> **DATA EXCERPTS**:
------

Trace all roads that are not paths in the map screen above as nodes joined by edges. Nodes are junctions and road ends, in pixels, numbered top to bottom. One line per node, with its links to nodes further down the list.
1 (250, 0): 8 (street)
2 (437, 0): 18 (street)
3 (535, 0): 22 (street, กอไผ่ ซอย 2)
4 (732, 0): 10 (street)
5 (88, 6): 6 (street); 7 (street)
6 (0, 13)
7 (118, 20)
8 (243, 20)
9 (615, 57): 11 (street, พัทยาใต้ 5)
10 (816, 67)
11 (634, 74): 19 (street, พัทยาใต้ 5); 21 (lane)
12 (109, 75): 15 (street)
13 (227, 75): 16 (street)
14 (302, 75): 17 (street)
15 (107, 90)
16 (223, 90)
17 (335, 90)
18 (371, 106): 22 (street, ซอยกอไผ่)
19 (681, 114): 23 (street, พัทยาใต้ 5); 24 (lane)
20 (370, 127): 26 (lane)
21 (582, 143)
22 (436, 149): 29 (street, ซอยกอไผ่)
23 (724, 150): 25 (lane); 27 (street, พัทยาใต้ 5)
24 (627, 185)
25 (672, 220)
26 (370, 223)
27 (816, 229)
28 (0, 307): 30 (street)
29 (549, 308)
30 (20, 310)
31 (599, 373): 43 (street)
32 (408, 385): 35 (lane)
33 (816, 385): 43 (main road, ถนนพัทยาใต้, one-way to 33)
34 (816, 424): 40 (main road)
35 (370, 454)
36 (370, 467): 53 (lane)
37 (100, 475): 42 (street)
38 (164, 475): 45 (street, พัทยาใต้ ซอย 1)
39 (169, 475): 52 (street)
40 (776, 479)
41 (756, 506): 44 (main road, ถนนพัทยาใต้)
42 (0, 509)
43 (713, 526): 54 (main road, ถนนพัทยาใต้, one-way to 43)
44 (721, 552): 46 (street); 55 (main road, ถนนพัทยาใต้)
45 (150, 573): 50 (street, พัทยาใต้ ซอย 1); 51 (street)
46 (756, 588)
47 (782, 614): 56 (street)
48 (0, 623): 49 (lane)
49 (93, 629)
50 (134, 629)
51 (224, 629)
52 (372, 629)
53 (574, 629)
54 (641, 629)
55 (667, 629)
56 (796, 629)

------

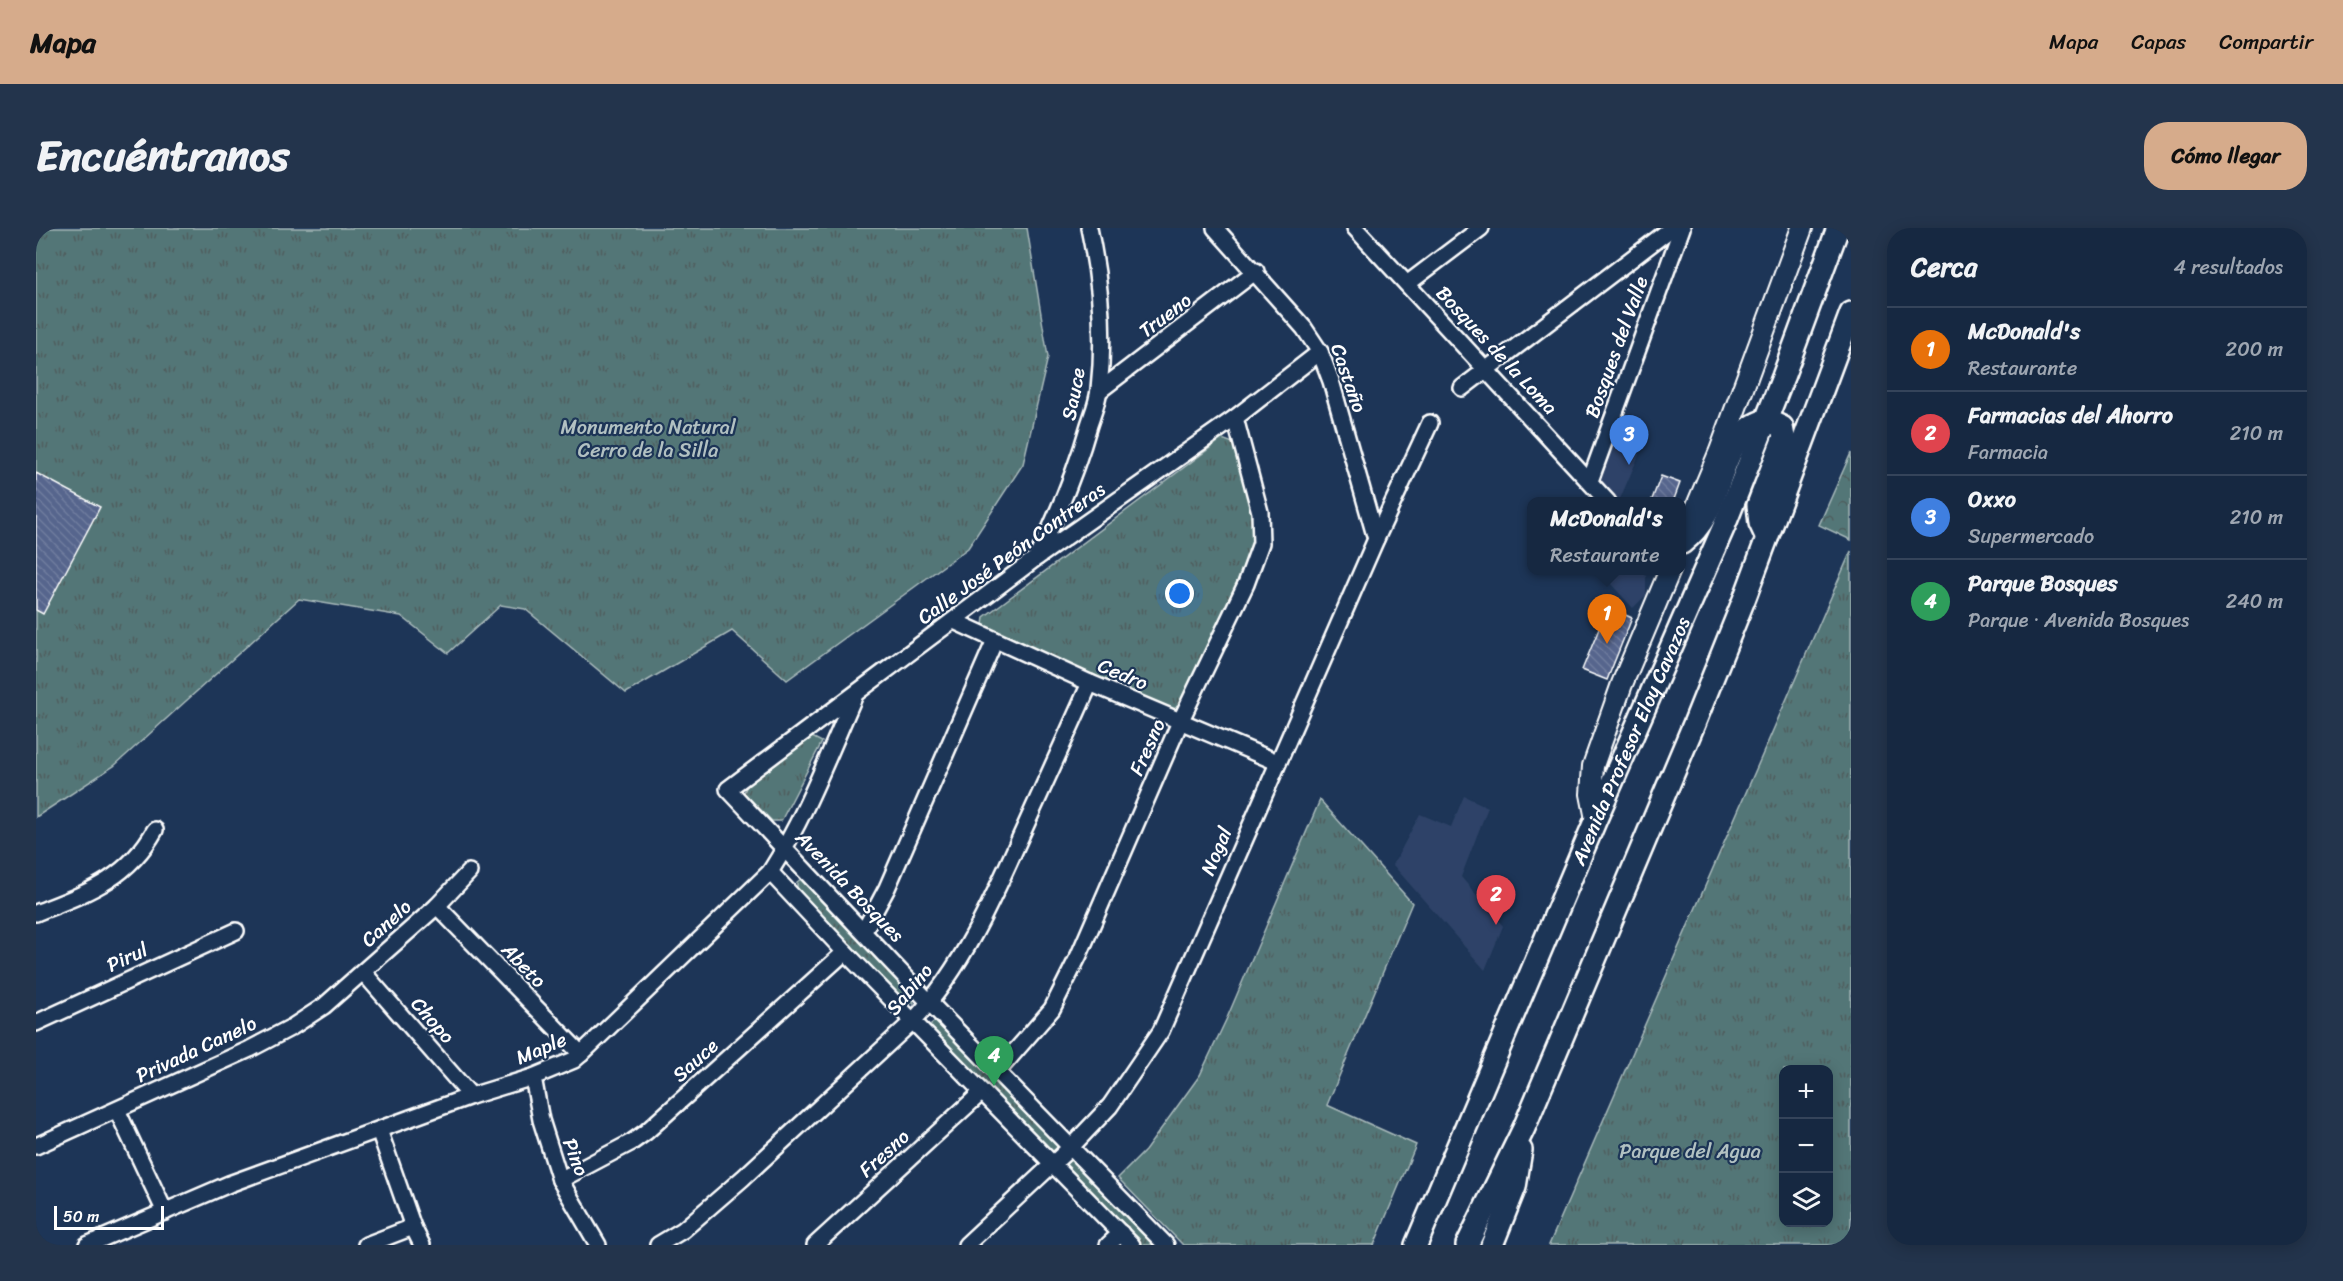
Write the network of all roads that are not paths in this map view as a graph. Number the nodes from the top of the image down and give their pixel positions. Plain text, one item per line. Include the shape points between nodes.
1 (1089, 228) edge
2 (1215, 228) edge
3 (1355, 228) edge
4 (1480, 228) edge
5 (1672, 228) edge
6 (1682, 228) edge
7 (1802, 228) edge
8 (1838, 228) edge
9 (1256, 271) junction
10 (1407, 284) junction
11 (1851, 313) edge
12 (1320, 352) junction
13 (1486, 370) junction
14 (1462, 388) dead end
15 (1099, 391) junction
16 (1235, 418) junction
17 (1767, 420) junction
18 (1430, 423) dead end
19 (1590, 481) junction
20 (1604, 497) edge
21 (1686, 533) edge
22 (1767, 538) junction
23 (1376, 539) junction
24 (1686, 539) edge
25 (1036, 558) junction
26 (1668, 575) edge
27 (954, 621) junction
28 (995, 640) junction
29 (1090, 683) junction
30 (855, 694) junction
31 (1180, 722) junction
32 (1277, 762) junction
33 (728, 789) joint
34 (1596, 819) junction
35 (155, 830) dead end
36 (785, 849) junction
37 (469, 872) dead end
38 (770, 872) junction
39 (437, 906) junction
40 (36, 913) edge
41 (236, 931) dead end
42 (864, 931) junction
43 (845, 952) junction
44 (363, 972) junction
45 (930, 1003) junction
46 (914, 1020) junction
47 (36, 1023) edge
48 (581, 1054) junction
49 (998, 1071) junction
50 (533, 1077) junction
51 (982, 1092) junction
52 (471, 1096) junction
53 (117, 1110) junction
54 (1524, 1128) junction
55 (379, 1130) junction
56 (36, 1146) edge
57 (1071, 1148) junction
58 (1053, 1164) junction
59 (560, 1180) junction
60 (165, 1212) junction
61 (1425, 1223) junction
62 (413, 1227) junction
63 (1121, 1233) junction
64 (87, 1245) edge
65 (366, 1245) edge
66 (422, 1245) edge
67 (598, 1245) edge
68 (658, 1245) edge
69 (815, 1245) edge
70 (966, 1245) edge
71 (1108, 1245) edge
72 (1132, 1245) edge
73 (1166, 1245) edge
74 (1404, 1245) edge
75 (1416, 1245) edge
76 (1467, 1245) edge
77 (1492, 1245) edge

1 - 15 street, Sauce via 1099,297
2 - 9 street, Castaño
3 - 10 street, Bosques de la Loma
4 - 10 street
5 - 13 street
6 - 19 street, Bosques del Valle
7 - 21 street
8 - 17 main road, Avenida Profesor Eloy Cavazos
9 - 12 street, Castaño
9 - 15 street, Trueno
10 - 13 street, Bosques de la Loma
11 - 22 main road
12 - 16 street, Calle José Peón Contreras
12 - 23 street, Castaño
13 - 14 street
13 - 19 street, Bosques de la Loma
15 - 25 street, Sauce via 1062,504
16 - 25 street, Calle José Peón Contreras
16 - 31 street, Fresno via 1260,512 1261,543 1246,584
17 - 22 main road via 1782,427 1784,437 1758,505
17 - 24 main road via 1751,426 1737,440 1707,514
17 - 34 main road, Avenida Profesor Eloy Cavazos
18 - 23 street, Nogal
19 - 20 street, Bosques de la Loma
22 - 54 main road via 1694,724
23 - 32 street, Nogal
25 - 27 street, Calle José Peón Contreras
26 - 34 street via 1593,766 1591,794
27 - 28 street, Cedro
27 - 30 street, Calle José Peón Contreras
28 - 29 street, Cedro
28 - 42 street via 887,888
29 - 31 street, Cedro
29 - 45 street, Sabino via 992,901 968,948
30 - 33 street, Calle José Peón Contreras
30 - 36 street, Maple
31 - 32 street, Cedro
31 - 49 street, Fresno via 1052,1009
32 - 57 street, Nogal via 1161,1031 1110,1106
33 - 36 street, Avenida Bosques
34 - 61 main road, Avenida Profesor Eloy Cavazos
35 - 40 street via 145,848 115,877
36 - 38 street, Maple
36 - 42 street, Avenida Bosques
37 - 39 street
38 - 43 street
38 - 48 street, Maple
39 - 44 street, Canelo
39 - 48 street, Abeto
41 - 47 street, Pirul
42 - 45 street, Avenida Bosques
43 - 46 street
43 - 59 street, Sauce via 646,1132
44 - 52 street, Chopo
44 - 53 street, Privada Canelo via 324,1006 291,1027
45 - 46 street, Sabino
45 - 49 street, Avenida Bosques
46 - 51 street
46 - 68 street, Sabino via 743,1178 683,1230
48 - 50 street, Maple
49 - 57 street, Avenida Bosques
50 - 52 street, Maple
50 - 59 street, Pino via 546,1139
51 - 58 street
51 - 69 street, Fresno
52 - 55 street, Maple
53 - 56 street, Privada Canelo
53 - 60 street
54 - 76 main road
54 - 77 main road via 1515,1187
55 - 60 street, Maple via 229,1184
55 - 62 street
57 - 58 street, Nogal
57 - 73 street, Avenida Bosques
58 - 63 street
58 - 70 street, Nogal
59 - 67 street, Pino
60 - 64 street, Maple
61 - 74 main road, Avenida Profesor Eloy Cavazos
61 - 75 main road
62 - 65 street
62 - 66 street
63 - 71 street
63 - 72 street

------

> **TASK DESCRIPTION**:
Filter the entries down to the lines with the word "dead" in them.

> **YOUR RESPONSE**:
14 (1462, 388) dead end
18 (1430, 423) dead end
35 (155, 830) dead end
37 (469, 872) dead end
41 (236, 931) dead end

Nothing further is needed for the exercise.